- [DATA IN THIS EXERCISE]:

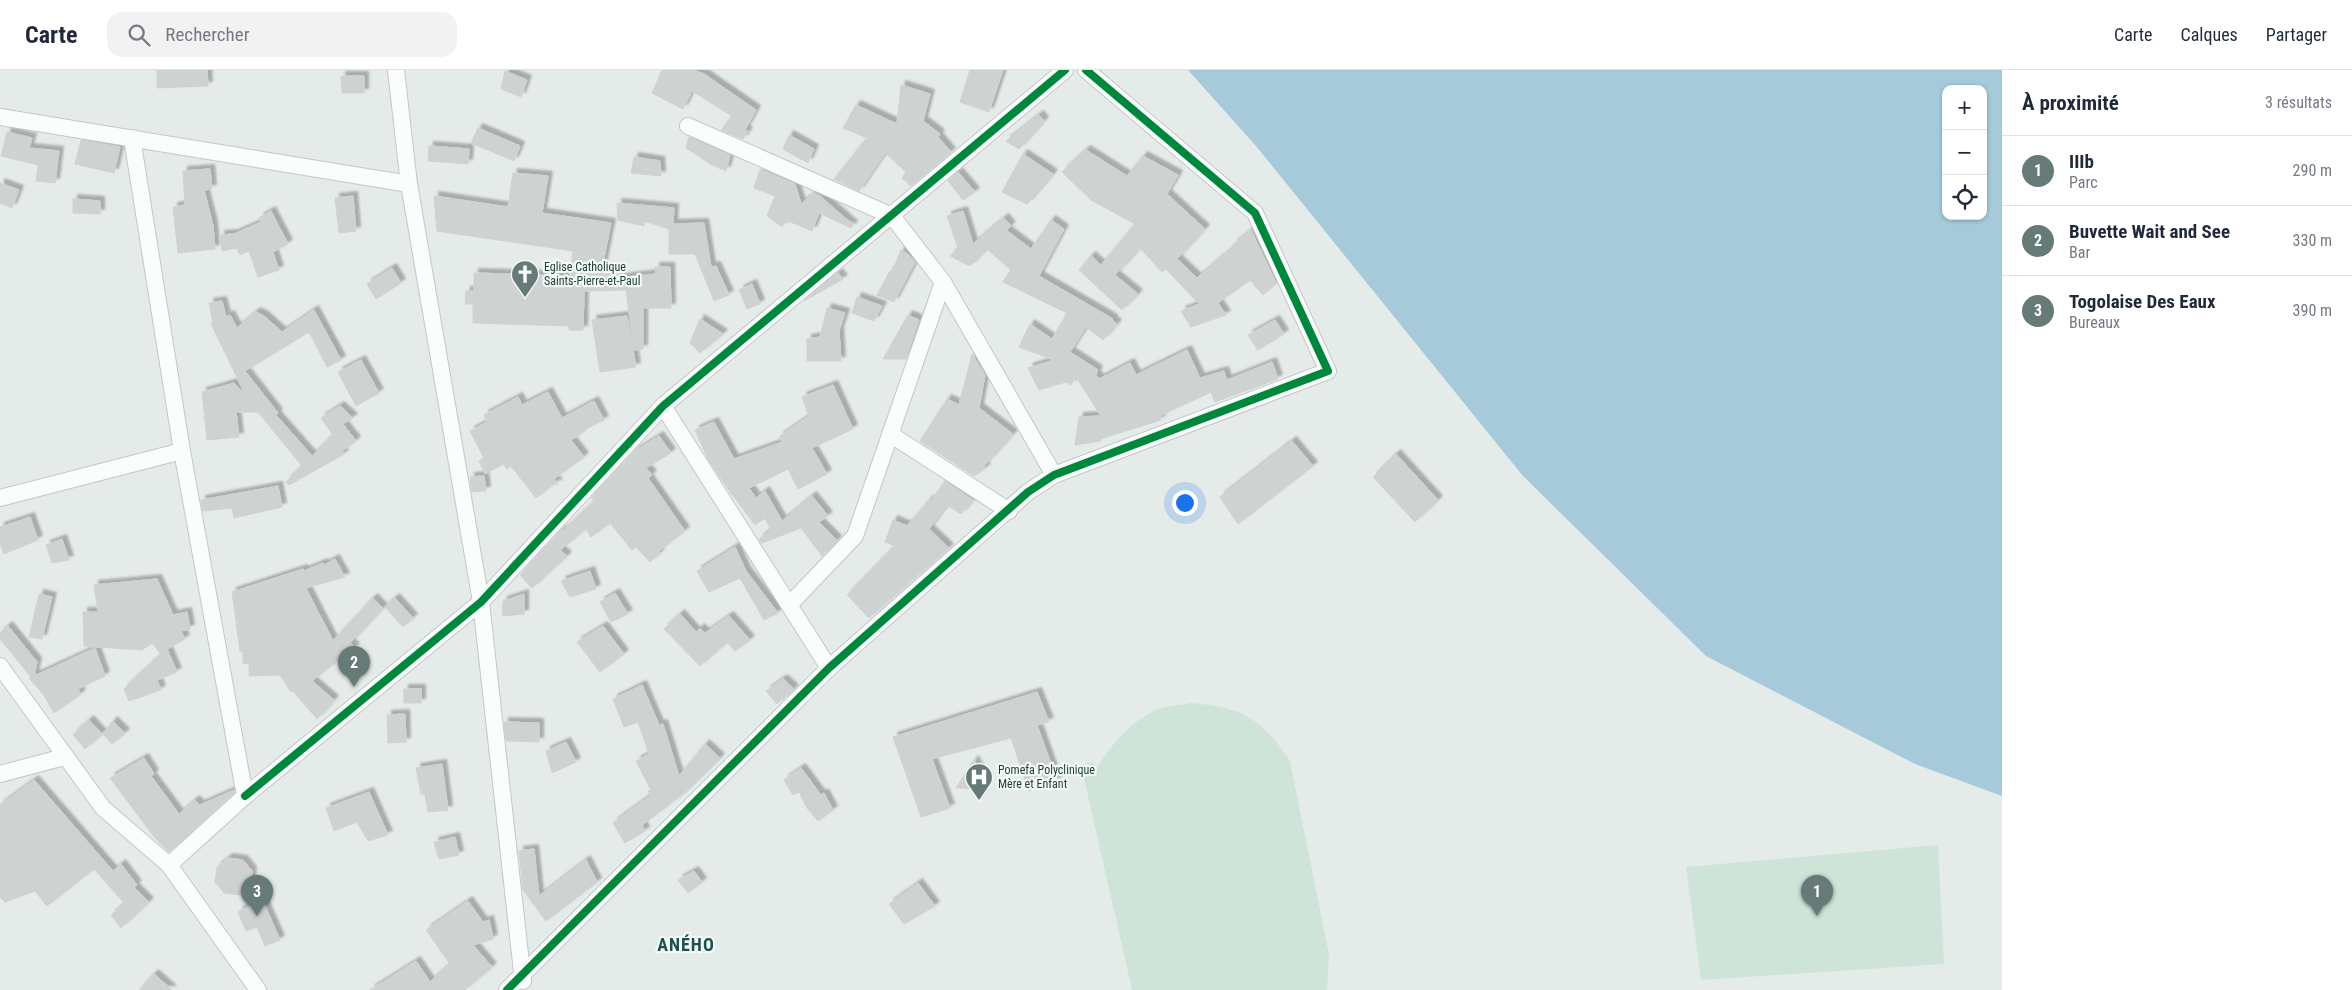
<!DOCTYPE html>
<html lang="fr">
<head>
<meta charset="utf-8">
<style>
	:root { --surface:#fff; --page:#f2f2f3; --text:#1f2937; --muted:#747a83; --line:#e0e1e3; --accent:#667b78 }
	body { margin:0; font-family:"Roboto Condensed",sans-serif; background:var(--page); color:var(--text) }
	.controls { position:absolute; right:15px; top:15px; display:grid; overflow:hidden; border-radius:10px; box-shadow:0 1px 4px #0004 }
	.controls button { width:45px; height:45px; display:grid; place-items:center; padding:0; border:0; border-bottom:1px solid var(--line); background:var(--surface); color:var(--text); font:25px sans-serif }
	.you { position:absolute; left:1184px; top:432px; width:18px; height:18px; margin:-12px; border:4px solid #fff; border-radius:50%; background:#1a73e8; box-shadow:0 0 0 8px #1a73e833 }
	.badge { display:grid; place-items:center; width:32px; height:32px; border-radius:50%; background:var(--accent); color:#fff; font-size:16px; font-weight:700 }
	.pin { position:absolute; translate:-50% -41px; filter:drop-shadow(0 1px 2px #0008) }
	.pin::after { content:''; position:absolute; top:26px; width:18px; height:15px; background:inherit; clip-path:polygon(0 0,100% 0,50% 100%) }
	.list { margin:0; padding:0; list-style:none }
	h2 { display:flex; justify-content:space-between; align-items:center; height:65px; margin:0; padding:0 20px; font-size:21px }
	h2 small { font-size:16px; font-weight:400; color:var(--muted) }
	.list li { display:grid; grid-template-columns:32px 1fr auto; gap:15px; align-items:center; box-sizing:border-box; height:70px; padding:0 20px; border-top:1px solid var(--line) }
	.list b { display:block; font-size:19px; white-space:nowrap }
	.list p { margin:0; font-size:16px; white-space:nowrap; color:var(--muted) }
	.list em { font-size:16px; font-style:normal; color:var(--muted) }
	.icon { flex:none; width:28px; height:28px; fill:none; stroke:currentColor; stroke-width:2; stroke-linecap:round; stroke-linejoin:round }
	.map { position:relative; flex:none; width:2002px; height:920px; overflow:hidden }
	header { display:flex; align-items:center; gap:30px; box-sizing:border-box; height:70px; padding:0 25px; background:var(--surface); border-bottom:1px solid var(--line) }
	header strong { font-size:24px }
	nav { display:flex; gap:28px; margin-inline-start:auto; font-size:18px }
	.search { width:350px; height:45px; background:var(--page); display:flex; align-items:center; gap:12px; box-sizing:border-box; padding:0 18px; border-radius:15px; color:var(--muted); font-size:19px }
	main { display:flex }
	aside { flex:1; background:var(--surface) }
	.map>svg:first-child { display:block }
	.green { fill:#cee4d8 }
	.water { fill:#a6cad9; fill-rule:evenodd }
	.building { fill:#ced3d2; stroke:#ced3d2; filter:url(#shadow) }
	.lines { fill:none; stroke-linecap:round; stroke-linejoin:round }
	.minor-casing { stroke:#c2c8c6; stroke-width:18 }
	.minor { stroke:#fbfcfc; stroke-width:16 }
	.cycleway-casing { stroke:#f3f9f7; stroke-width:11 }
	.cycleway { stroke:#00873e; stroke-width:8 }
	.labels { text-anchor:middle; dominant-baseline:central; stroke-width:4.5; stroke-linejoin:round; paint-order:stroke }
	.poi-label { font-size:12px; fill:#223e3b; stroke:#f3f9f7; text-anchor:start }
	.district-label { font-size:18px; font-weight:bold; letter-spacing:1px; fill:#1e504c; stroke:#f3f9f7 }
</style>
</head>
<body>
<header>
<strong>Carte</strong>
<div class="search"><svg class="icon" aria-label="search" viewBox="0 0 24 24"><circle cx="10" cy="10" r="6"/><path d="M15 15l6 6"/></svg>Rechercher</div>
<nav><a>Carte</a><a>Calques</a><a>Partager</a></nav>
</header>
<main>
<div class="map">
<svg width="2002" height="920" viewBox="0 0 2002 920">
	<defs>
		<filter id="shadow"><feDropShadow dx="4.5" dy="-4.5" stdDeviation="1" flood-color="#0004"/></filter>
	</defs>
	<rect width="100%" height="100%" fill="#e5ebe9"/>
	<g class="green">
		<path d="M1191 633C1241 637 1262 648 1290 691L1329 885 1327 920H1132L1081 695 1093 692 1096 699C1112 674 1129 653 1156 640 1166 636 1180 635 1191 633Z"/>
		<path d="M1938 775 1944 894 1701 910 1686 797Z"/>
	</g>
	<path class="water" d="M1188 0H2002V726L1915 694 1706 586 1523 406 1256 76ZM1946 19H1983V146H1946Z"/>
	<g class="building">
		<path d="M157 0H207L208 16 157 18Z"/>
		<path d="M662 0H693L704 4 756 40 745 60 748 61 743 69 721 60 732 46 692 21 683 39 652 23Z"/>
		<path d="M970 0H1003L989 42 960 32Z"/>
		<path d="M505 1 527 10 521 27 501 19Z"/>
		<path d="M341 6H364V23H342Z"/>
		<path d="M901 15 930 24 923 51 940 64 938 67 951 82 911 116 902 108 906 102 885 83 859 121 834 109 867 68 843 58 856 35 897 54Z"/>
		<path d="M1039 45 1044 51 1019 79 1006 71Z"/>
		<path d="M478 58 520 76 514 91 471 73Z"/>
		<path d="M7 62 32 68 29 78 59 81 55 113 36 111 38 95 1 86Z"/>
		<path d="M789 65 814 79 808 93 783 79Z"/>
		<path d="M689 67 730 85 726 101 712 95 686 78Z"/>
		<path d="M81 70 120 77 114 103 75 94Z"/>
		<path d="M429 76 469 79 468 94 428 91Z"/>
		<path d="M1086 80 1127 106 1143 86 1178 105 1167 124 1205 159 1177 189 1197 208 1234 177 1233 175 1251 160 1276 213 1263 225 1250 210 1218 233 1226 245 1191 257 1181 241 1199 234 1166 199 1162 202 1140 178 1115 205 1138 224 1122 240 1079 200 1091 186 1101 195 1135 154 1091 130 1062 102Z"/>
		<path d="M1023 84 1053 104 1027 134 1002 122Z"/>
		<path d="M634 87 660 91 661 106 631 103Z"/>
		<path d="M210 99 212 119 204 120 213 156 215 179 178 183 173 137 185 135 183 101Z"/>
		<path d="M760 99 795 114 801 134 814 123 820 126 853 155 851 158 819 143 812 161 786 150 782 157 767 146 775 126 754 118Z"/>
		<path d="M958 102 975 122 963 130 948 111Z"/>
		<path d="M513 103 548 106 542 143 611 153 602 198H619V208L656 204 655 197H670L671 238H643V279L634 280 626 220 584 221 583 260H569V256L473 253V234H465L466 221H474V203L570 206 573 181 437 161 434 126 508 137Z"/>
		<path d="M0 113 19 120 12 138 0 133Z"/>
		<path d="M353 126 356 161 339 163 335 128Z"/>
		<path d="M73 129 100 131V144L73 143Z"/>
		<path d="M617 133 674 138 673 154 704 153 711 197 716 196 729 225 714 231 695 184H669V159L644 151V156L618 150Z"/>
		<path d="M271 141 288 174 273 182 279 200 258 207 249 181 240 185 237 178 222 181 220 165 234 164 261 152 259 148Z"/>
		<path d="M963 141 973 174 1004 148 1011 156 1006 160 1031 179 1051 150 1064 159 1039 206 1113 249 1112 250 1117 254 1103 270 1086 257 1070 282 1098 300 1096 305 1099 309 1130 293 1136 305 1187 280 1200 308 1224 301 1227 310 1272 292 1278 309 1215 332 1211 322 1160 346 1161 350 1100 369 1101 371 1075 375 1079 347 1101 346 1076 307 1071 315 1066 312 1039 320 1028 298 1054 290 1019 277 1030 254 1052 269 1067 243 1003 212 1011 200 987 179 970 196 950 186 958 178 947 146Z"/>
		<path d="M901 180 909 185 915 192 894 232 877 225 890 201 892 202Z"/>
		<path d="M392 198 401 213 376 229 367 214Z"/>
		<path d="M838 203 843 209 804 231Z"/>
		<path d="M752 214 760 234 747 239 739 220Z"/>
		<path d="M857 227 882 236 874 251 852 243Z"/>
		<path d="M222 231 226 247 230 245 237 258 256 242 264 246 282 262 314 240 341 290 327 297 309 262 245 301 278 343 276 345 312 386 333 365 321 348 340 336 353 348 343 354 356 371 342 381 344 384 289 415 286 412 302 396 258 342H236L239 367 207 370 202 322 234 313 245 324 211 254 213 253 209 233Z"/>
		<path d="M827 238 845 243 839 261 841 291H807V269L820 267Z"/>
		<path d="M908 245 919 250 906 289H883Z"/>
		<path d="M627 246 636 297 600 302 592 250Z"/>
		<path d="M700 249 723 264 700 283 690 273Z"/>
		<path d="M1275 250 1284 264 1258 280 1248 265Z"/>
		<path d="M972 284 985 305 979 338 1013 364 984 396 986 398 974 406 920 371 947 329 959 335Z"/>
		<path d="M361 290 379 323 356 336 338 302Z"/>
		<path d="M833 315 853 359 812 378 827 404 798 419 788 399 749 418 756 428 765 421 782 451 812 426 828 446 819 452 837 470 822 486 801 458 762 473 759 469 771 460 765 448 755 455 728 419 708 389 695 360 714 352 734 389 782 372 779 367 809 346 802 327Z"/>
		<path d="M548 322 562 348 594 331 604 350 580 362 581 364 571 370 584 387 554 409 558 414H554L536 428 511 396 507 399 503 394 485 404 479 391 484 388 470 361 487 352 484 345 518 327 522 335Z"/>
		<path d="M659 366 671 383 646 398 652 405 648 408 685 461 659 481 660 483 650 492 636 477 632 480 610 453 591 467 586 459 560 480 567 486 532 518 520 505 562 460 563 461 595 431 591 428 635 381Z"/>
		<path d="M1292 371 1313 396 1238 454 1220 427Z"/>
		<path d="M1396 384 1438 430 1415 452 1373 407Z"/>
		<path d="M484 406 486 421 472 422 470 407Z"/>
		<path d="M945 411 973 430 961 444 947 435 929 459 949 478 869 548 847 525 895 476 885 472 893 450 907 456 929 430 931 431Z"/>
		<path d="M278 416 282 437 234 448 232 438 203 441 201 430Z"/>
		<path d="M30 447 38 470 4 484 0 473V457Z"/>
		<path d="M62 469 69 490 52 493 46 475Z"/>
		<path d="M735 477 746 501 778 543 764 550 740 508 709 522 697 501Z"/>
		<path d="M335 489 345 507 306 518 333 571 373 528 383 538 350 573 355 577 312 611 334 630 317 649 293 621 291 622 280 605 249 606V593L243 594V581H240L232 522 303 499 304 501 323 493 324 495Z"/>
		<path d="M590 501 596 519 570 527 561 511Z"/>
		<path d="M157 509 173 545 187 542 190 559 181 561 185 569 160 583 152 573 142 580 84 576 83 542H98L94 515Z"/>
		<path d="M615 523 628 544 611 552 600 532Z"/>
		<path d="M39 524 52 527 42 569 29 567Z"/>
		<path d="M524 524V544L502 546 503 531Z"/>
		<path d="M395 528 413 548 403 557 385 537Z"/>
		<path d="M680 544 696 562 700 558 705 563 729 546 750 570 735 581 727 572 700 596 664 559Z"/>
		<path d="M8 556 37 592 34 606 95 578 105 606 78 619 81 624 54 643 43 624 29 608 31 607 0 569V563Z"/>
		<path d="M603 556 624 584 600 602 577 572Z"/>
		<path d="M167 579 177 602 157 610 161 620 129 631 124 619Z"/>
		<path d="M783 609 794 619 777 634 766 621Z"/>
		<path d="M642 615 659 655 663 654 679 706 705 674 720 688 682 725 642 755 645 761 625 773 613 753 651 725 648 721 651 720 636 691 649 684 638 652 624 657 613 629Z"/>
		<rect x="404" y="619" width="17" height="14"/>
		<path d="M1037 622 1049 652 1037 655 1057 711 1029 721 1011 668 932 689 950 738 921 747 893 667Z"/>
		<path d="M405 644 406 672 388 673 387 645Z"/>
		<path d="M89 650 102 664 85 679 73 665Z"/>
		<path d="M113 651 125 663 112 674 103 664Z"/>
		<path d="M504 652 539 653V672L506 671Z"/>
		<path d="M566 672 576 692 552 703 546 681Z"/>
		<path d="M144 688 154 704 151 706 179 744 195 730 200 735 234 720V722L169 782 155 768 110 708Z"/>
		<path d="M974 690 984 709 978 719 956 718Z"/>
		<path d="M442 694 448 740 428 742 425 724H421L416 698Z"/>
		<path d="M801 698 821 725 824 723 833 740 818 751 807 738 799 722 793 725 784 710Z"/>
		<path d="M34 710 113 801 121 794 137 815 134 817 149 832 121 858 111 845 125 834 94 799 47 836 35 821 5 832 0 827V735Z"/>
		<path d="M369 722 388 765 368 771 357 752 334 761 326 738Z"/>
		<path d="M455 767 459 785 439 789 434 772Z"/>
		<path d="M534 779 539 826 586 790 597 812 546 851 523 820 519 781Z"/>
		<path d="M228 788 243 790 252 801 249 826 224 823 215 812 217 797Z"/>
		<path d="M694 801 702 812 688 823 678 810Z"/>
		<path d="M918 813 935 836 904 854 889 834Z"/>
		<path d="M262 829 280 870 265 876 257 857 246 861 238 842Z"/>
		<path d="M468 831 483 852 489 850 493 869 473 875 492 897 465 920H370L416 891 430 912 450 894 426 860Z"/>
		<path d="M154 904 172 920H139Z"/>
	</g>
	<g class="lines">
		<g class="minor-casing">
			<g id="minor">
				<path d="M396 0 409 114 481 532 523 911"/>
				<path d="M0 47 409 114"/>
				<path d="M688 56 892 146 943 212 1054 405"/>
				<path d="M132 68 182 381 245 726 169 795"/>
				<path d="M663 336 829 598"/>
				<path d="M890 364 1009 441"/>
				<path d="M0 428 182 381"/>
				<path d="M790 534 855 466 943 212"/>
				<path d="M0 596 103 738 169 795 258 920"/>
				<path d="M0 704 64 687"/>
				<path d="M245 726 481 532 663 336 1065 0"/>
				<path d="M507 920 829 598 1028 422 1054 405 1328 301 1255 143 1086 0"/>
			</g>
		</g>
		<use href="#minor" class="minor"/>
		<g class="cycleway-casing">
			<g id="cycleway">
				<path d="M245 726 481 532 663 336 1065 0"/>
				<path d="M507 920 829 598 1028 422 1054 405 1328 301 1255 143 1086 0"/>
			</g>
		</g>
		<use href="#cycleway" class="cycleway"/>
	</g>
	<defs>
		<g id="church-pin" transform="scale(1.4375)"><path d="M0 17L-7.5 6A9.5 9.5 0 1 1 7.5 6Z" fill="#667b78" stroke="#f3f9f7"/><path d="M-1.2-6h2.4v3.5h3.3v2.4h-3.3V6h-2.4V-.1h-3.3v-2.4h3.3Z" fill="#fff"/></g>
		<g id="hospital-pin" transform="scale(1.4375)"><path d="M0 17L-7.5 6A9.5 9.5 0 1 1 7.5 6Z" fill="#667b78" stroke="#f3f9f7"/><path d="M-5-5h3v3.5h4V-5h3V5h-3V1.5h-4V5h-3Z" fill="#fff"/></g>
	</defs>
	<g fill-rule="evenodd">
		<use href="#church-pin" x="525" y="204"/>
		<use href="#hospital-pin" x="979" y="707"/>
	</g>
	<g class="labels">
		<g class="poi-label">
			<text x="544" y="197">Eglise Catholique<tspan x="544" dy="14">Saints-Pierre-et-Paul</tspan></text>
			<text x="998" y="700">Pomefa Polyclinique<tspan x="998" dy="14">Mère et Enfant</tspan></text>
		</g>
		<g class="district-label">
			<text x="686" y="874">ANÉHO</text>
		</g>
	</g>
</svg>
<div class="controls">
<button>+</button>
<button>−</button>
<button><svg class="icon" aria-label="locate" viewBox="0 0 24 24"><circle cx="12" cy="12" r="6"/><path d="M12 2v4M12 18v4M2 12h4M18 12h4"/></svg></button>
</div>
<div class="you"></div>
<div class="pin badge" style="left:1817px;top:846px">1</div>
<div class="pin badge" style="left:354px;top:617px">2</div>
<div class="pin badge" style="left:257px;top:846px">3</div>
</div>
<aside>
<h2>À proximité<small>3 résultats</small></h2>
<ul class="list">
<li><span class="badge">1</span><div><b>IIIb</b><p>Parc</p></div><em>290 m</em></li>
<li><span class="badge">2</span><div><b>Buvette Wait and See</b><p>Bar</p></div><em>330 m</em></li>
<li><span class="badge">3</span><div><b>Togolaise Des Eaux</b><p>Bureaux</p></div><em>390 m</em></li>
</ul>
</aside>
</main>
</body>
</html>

- [YOUR OBJECTIVE]:
Print the data exactly, from its first line to the line containing "position:absolute; left:1184px; top:432px;", both included. Omit the pictures.

- [WRITTEN RESPONSE]:
<!DOCTYPE html>
<html lang="fr">
<head>
<meta charset="utf-8">
<style>
	:root { --surface:#fff; --page:#f2f2f3; --text:#1f2937; --muted:#747a83; --line:#e0e1e3; --accent:#667b78 }
	body { margin:0; font-family:"Roboto Condensed",sans-serif; background:var(--page); color:var(--text) }
	.controls { position:absolute; right:15px; top:15px; display:grid; overflow:hidden; border-radius:10px; box-shadow:0 1px 4px #0004 }
	.controls button { width:45px; height:45px; display:grid; place-items:center; padding:0; border:0; border-bottom:1px solid var(--line); background:var(--surface); color:var(--text); font:25px sans-serif }
	.you { position:absolute; left:1184px; top:432px; width:18px; height:18px; margin:-12px; border:4px solid #fff; border-radius:50%; background:#1a73e8; box-shadow:0 0 0 8px #1a73e833 }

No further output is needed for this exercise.